**MATERIALS PROVIDED**
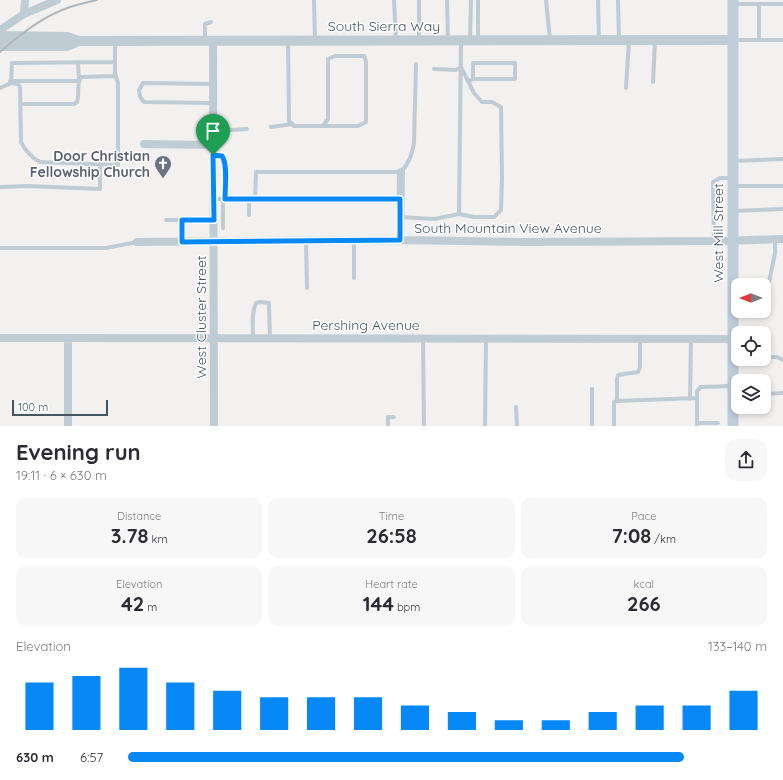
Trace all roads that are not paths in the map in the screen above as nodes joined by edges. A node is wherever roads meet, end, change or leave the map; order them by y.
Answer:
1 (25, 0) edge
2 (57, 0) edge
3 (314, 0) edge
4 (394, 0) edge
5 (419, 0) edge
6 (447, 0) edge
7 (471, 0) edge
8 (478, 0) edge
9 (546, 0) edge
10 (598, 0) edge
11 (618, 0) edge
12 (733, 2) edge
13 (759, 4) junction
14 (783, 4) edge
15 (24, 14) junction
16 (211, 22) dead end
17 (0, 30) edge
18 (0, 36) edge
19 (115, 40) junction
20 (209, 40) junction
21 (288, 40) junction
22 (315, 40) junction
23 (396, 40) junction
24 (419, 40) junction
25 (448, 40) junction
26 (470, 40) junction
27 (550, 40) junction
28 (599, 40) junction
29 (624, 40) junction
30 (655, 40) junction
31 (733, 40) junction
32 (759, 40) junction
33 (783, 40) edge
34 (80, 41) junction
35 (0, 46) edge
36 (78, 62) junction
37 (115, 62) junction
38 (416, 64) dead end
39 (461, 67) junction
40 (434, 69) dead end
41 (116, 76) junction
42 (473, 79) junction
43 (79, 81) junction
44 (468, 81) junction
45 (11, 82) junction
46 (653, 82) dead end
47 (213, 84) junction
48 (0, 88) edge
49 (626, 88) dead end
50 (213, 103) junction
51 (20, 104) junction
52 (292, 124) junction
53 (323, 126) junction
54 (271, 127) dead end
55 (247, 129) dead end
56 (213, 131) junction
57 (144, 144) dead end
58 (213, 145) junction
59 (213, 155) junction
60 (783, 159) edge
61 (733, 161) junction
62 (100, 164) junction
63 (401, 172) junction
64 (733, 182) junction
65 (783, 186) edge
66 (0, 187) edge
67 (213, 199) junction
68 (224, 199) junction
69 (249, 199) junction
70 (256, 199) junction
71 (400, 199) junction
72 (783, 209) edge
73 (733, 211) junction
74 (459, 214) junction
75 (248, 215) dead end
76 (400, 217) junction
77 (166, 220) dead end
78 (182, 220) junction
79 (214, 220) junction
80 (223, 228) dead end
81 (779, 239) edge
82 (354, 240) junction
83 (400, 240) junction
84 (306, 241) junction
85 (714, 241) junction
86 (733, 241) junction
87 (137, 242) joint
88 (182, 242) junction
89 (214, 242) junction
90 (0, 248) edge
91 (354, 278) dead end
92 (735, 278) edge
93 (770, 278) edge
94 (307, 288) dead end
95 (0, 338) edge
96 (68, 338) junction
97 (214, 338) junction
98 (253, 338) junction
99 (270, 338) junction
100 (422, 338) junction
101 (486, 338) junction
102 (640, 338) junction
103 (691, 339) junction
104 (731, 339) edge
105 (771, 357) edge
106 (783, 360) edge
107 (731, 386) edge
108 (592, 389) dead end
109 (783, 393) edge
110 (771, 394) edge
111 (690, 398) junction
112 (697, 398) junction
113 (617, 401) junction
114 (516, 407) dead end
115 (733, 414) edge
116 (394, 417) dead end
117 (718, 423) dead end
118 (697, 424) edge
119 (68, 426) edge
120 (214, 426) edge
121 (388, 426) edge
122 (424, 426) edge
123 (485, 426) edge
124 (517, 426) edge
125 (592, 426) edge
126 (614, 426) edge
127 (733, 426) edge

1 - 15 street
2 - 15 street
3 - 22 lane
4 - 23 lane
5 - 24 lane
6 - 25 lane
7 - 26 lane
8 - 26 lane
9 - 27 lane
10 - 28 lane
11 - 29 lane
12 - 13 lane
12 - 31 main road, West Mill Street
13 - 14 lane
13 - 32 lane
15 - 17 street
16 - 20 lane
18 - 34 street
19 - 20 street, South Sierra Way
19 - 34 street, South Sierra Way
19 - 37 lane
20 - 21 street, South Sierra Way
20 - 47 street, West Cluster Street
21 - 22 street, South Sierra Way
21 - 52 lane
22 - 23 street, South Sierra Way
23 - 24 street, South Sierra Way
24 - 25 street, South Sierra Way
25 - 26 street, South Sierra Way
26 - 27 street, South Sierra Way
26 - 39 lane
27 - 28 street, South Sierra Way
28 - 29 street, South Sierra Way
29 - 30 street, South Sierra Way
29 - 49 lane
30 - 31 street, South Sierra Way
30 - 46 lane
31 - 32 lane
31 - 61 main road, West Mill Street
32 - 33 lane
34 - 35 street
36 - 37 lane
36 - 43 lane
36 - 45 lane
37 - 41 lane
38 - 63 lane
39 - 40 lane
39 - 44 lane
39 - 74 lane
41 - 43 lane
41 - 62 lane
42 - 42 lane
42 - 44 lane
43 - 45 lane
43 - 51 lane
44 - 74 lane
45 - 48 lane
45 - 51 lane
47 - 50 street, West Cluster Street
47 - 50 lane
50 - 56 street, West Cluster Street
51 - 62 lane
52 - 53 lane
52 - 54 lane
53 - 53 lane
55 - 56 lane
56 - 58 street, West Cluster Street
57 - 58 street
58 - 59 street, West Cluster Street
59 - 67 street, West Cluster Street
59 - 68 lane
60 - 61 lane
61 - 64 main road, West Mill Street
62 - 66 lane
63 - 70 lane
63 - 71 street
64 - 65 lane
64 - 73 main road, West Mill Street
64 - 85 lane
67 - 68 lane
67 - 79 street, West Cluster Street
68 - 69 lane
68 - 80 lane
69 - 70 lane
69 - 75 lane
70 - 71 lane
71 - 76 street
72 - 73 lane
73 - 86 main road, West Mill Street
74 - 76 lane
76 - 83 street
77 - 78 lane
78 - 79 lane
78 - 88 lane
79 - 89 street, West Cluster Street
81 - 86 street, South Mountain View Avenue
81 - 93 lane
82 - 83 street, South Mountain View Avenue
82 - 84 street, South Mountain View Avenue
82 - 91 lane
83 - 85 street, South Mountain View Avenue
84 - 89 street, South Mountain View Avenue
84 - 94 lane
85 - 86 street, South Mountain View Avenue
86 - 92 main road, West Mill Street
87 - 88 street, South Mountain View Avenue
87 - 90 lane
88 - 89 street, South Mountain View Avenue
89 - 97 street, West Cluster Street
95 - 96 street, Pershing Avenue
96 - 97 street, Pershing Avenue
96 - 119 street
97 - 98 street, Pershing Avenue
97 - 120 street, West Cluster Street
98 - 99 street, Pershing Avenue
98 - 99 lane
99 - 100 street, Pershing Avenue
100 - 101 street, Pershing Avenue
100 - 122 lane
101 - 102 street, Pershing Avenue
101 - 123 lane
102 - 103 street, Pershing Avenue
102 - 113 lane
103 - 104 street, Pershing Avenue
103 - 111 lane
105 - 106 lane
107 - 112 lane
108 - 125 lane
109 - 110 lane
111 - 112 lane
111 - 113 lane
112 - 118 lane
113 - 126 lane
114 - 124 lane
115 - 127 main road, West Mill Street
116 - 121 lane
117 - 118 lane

**ABOUT THIS TASK**
Search the data above for lines holding "Mountain" and copy each of them.

**REPLY**
81 - 86 street, South Mountain View Avenue
82 - 83 street, South Mountain View Avenue
82 - 84 street, South Mountain View Avenue
83 - 85 street, South Mountain View Avenue
84 - 89 street, South Mountain View Avenue
85 - 86 street, South Mountain View Avenue
87 - 88 street, South Mountain View Avenue
88 - 89 street, South Mountain View Avenue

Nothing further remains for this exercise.